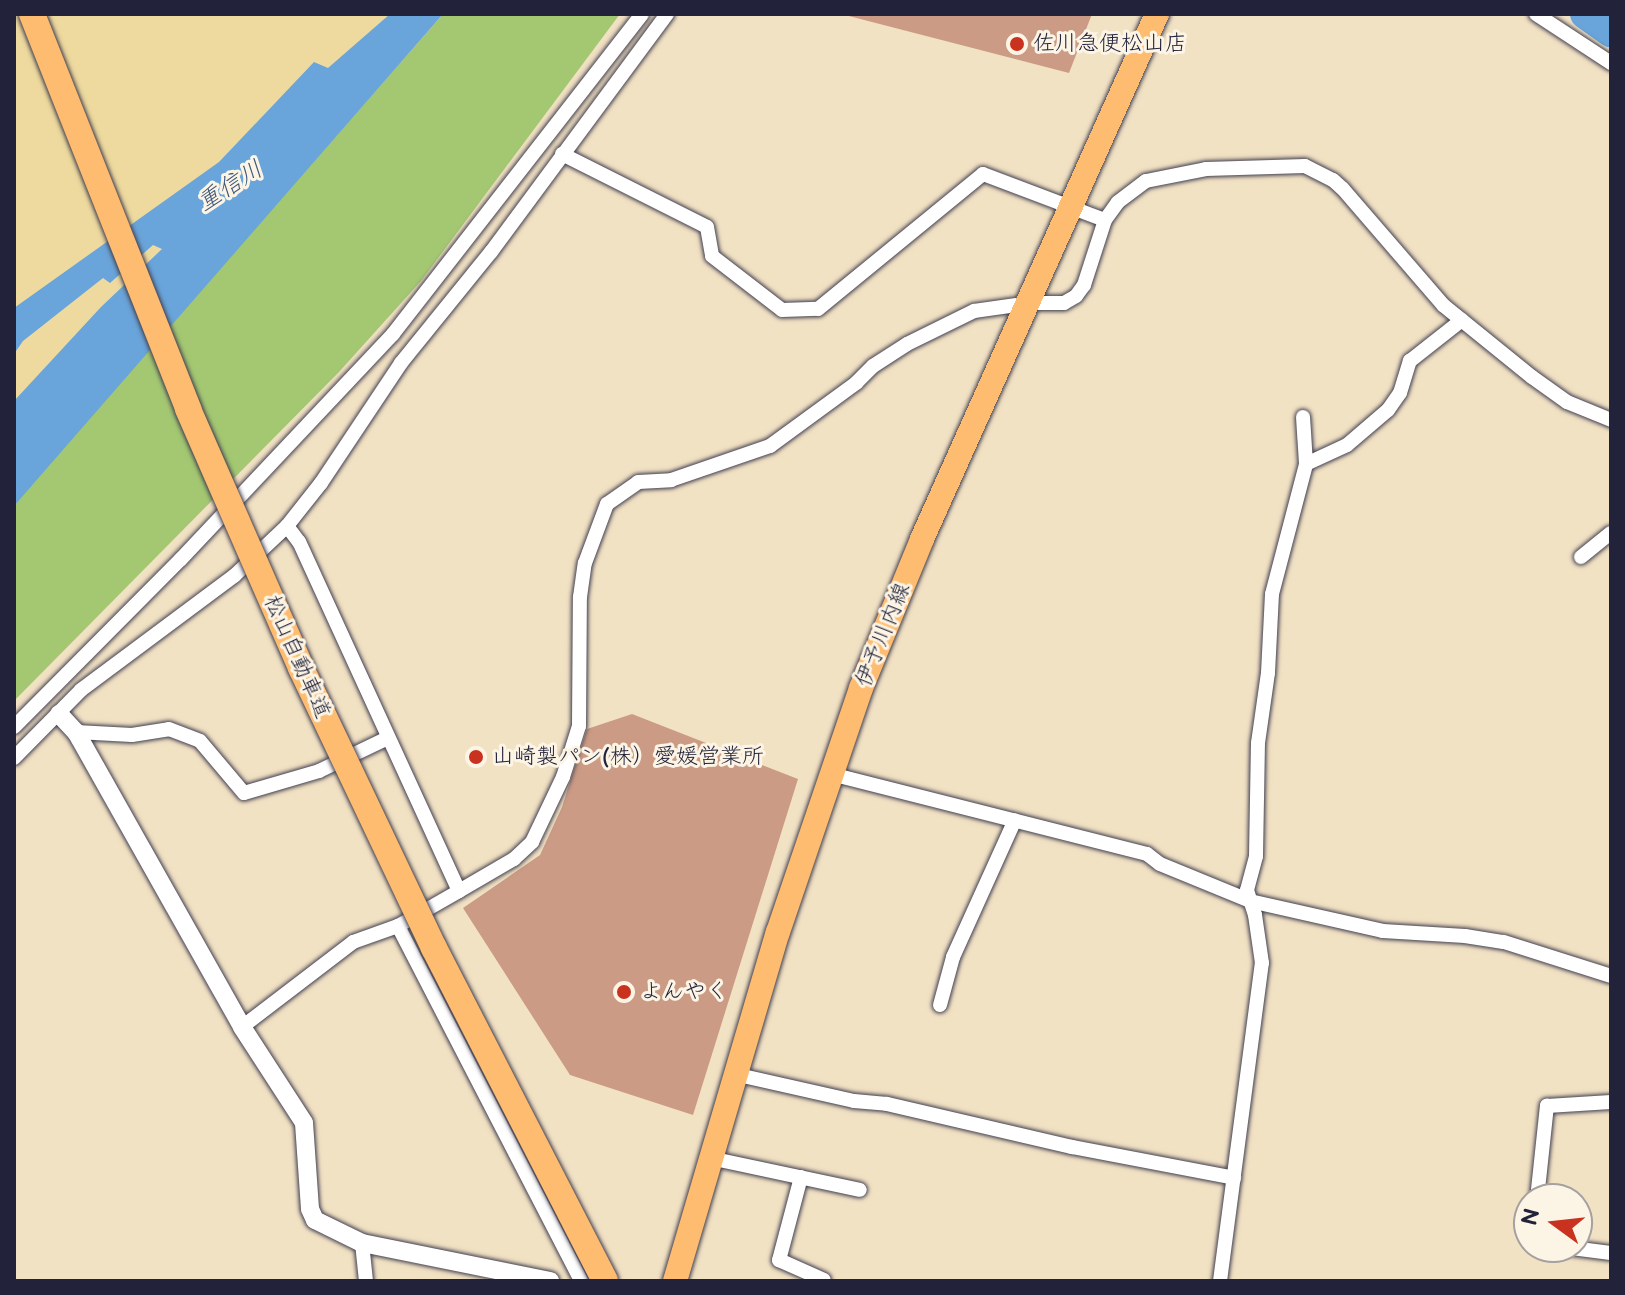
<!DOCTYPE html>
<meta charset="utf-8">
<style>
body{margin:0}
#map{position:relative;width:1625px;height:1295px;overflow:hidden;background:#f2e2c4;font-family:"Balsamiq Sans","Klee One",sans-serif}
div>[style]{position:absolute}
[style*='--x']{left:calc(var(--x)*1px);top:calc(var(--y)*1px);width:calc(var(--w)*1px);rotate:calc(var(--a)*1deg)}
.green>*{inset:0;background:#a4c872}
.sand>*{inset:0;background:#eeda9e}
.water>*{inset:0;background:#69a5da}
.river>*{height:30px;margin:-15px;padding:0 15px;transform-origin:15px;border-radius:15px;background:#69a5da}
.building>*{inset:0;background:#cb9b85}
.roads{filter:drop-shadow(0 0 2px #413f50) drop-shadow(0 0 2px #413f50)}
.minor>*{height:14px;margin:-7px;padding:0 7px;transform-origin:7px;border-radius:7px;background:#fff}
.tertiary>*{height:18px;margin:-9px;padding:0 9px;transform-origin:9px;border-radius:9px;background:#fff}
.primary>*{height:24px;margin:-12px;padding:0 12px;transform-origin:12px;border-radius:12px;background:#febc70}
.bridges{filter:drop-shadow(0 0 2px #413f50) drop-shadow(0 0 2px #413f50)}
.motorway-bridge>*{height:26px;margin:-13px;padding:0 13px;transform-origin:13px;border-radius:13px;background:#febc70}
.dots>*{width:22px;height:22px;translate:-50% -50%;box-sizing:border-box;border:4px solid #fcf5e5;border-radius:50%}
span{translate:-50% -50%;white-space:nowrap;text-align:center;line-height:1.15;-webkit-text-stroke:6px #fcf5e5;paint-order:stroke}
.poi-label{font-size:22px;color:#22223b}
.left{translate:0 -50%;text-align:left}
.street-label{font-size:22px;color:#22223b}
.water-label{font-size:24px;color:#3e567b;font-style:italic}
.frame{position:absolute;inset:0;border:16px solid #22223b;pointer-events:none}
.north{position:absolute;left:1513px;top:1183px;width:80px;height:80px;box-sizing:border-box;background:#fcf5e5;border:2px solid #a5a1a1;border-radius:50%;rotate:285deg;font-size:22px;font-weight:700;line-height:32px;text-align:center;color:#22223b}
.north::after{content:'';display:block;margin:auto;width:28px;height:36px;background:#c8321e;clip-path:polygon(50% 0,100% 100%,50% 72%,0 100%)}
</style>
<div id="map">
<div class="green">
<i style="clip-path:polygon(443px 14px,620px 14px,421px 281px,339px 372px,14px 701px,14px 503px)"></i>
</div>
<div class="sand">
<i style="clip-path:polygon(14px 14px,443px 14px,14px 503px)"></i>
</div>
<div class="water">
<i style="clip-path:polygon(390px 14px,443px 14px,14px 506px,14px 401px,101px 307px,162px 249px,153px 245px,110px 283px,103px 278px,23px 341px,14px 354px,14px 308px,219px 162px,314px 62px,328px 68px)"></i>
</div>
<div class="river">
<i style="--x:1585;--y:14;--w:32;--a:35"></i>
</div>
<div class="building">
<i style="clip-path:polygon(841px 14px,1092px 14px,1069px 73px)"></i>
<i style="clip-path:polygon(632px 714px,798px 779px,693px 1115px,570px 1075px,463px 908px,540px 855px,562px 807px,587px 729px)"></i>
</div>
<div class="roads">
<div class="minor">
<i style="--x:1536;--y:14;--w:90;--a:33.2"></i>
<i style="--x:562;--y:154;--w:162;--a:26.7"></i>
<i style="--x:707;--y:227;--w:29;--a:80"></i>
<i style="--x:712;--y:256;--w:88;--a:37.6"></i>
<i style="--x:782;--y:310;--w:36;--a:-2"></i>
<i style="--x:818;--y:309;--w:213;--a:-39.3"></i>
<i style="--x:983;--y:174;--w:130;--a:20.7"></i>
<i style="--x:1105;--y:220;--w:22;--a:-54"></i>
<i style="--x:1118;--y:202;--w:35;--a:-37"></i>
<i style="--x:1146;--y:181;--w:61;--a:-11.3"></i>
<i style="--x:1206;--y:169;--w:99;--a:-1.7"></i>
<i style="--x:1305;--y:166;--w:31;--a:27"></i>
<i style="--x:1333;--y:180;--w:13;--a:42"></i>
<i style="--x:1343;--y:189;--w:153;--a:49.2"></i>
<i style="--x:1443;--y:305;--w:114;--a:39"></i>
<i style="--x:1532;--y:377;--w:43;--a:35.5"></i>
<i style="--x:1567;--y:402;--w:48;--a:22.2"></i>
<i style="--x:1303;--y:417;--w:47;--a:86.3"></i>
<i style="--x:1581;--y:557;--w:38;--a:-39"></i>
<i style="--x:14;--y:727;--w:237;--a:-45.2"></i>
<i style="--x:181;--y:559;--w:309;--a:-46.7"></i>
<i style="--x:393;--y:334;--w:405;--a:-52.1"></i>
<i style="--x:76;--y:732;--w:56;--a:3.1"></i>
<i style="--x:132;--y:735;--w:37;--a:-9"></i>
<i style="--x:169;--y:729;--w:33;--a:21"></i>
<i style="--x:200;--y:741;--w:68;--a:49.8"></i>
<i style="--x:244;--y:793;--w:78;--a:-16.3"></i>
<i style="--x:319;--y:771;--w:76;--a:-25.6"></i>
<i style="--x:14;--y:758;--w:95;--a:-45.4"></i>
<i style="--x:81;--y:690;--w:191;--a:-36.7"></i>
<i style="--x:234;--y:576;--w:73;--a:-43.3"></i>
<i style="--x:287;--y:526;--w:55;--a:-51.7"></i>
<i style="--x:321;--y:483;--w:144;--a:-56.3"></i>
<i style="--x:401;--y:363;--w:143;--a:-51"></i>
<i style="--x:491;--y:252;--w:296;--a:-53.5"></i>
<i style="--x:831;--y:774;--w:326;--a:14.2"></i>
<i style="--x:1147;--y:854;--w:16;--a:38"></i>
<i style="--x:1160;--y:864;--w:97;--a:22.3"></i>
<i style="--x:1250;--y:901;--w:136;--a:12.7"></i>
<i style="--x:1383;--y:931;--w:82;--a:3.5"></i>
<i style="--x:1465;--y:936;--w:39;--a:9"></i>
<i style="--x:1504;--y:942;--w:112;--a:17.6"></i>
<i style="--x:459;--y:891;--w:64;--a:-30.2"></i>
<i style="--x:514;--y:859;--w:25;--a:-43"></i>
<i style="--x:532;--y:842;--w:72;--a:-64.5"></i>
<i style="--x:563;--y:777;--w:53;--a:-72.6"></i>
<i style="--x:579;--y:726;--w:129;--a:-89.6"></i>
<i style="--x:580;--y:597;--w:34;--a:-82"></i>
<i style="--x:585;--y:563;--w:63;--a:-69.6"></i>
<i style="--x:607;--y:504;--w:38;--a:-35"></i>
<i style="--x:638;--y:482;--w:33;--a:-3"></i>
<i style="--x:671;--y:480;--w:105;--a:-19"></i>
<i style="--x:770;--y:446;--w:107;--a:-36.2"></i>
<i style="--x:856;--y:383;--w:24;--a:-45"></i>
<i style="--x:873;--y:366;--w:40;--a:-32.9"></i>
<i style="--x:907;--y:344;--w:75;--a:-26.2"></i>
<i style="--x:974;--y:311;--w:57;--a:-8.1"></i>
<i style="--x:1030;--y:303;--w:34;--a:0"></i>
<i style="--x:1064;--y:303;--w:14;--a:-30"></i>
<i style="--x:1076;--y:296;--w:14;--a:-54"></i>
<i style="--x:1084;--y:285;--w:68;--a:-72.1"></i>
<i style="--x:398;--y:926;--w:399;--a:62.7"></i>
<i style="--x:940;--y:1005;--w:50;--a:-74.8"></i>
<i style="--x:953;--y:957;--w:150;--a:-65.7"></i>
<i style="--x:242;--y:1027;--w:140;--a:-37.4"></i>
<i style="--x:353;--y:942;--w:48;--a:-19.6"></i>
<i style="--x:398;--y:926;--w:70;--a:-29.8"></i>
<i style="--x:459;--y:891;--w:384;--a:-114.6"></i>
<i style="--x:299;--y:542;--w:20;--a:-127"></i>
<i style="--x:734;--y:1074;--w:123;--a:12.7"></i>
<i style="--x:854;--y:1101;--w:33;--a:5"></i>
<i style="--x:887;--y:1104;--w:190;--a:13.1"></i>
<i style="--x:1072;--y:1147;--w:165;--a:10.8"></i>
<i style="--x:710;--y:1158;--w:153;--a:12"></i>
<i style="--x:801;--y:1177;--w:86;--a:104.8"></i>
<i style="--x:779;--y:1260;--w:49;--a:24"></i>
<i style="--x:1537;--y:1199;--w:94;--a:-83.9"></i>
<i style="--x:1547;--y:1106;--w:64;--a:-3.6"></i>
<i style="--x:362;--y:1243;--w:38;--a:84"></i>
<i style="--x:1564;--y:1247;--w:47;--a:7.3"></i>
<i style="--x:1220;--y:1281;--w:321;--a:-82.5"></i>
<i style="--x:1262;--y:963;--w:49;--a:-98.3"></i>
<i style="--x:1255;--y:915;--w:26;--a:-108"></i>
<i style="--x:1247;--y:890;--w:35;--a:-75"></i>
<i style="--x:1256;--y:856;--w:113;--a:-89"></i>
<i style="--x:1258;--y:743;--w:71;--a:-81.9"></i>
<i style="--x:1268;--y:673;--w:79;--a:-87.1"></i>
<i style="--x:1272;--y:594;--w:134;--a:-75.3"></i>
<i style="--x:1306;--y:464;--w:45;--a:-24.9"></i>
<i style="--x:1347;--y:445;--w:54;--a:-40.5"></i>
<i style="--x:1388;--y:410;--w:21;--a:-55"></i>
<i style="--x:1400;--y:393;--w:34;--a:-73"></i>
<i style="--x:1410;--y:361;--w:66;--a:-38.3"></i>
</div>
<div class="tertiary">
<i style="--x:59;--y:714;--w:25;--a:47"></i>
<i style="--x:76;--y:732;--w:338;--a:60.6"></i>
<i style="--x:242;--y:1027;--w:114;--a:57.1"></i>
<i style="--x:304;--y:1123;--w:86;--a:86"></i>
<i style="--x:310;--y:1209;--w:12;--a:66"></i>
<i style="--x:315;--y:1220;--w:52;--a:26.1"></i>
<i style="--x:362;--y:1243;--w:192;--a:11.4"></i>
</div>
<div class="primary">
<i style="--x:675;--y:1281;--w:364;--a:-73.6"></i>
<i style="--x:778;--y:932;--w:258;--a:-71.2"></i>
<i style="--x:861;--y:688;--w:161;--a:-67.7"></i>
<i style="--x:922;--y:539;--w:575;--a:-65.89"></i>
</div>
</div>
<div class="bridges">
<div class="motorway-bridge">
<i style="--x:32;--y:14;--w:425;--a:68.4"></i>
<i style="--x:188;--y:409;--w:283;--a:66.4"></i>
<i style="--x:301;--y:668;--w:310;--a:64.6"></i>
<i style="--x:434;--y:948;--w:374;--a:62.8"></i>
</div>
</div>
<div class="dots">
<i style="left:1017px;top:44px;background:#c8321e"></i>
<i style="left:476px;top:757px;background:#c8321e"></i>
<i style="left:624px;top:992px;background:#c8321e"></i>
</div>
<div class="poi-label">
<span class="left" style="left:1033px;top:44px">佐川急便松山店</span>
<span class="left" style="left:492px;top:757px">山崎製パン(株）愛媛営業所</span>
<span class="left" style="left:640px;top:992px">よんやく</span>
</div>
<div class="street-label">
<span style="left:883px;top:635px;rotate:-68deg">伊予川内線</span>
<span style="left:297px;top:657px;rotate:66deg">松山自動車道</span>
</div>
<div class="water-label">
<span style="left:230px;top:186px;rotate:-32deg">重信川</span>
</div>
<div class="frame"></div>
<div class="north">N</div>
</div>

## EXERCISE AIM
Scan the records above, then copy out each line that mentions "river".

## RESPONSE AREA
.river>*{height:30px;margin:-15px;padding:0 15px;transform-origin:15px;border-radius:15px;background:#69a5da}
<div class="river">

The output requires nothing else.